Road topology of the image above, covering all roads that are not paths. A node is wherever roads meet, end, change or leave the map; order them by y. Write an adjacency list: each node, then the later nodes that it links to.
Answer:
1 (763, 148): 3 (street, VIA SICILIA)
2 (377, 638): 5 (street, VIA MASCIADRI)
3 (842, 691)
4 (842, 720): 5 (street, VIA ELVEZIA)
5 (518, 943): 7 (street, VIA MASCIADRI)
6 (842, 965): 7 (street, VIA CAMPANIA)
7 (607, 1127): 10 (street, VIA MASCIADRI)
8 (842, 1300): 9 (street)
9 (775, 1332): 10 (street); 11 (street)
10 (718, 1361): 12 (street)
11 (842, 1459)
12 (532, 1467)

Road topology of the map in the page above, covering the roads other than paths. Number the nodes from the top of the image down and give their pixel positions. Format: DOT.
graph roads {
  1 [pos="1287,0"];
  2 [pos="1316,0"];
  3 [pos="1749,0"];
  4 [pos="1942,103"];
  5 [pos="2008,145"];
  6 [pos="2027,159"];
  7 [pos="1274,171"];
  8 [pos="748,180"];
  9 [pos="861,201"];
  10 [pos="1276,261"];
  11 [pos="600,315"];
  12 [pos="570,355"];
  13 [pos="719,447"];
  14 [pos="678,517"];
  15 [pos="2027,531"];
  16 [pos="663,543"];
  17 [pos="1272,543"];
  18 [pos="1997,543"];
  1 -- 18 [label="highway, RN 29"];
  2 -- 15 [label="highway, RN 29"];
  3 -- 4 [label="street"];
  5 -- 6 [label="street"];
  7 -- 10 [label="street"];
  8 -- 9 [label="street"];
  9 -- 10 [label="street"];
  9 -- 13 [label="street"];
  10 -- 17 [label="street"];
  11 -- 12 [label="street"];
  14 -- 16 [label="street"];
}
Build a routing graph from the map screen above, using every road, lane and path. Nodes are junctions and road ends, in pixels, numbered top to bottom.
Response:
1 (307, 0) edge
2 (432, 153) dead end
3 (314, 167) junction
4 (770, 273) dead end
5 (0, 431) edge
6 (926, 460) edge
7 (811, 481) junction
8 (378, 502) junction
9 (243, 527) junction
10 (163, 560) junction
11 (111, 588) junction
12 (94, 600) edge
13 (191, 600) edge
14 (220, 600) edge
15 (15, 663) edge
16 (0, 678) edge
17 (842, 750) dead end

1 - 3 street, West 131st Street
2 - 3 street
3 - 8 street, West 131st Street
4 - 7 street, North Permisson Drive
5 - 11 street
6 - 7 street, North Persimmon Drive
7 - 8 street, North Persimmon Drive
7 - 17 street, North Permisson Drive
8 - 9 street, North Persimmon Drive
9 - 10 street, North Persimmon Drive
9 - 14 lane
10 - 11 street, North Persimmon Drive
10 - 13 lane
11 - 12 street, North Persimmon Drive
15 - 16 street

■ ■ ■ ■

§ **WHAT TO DO**
Word for word, restate the data above from its first line down to and including the line with "Build a routing".

§ **RESPONSE FOR THIS EXERCISE**
Road topology of the image above, covering all roads that are not paths. A node is wherever roads meet, end, change or leave the map; order them by y. Write an adjacency list: each node, then the later nodes that it links to.
Answer:
1 (763, 148): 3 (street, VIA SICILIA)
2 (377, 638): 5 (street, VIA MASCIADRI)
3 (842, 691)
4 (842, 720): 5 (street, VIA ELVEZIA)
5 (518, 943): 7 (street, VIA MASCIADRI)
6 (842, 965): 7 (street, VIA CAMPANIA)
7 (607, 1127): 10 (street, VIA MASCIADRI)
8 (842, 1300): 9 (street)
9 (775, 1332): 10 (street); 11 (street)
10 (718, 1361): 12 (street)
11 (842, 1459)
12 (532, 1467)

Road topology of the map in the page above, covering the roads other than paths. Number the nodes from the top of the image down and give their pixel positions. Format: DOT.
graph roads {
  1 [pos="1287,0"];
  2 [pos="1316,0"];
  3 [pos="1749,0"];
  4 [pos="1942,103"];
  5 [pos="2008,145"];
  6 [pos="2027,159"];
  7 [pos="1274,171"];
  8 [pos="748,180"];
  9 [pos="861,201"];
  10 [pos="1276,261"];
  11 [pos="600,315"];
  12 [pos="570,355"];
  13 [pos="719,447"];
  14 [pos="678,517"];
  15 [pos="2027,531"];
  16 [pos="663,543"];
  17 [pos="1272,543"];
  18 [pos="1997,543"];
  1 -- 18 [label="highway, RN 29"];
  2 -- 15 [label="highway, RN 29"];
  3 -- 4 [label="street"];
  5 -- 6 [label="street"];
  7 -- 10 [label="street"];
  8 -- 9 [label="street"];
  9 -- 10 [label="street"];
  9 -- 13 [label="street"];
  10 -- 17 [label="street"];
  11 -- 12 [label="street"];
  14 -- 16 [label="street"];
}
Build a routing graph from the map screen above, using every road, lane and path. Nodes are junctions and road ends, in pixels, numbered top to bottom.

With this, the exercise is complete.